Es importante entender que la autenticidad solo lleva a la conexión con personas seguras. En su mundo, la autenticidad con personas no seguras es lo que conduce al dolor. Pero en su mente, ellos asocian que la autenticidad siempre es mala. No seas auténtico, no confíes. Así, todos sus instintos naturales se cortan. Y esa es su programación subconsciente.
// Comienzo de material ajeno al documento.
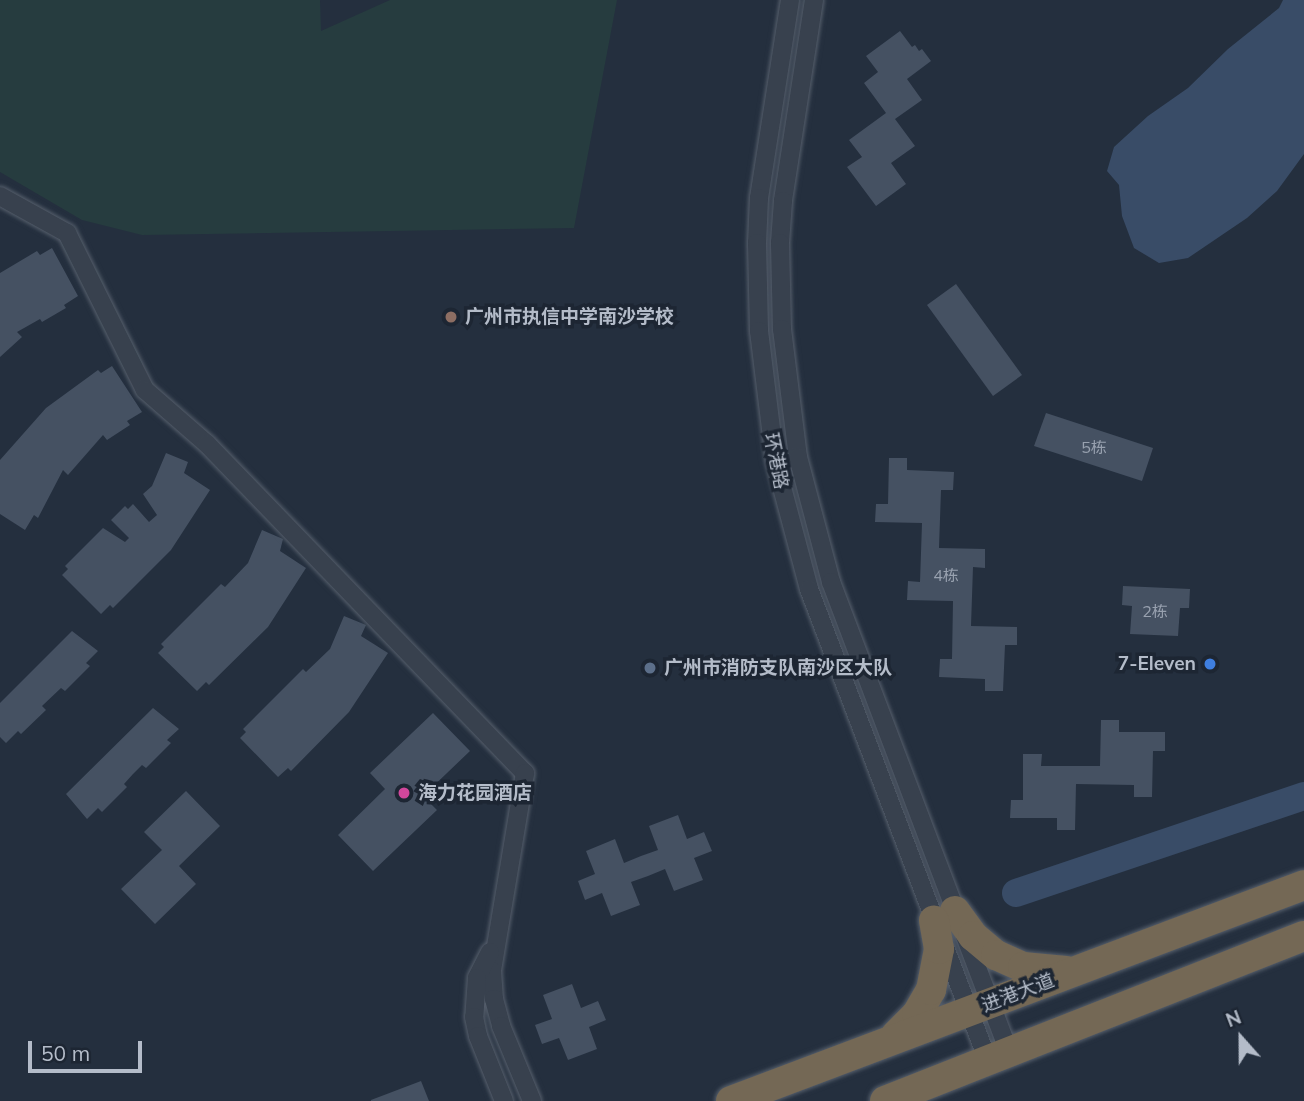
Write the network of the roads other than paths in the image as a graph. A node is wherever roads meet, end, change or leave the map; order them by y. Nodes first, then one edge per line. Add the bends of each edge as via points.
1 (790, 0) edge
2 (814, 0) edge
3 (0, 196) edge
4 (1304, 885) edge
5 (941, 906) junction
6 (1304, 936) edge
7 (495, 943) junction
8 (1093, 965) junction
9 (980, 1008) junction
10 (874, 1047) junction
11 (998, 1056) junction
12 (504, 1101) edge
13 (532, 1101) edge
14 (731, 1101) edge
15 (885, 1101) edge

1 - 5 street, 环港路 via 760,198 759,331 768,418 785,504 810,589
2 - 5 street, 环港路 via 782,211 781,318 791,415 807,499 831,582
3 - 7 street via 67,233 145,390 207,444 525,773
4 - 8 highway, 进港大道
5 - 8 highway via 1010,962 1052,972
5 - 9 street, 环港路
5 - 10 highway via 931,990 909,1024
6 - 11 highway
7 - 12 street via 477,978 474,1017
7 - 13 street via 494,999
8 - 9 highway, 进港大道
9 - 10 highway, 进港大道
9 - 11 street, 环港路
10 - 14 highway, 进港大道
11 - 15 highway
“Mamá es mala conmigo. Supongo que no soy buena persona”. “Papá siempre está en el trabajo, no viene a casa. Su trabajo será más importante que yo”. Así que pensamos que es culpa nuestra por no ser suficientes. Empezamos a dudar de nosotros mismos, dejamos de amarnos y nos plegamos a las necesidades del otro con la esperanza de obtener su amor, aunque sean migajas.
Te cuesta decir que no.
Necesitas agradar
Te cuesta confiar
Sientes que tienes que demostrar tu valor
Te cuesta recibir amor
Tienes miedo de que te abandonen
Te adaptas demasiado a las necesidades de los demás.
Sanar no es cambiar lo que pasó. Eso es imposible. Tampoco significa culpar a tus padres por todo lo que te sucede hoy. Tus padres hicieron lo que pudieron en sus circunstancias. Lo que sí puedes hacer hoy es mirar lo que aprendiste entonces y preguntarte si todavía necesitas vivir de esa manera.
Quizá de niña necesitabas agradar para sentirte querida y reprimiste tu rabia. Quizá de niño, callarte te protegía, quizá no pudiste mostrar tus sentimientos o tus lágrimas. Hoy ese silencio puede estar dañando tus relaciones.
Puedes preguntarte ¿qué aprendí que tenía que hacer para que me quisieran?
¿Qué cambiaría si dejara de hacerlo?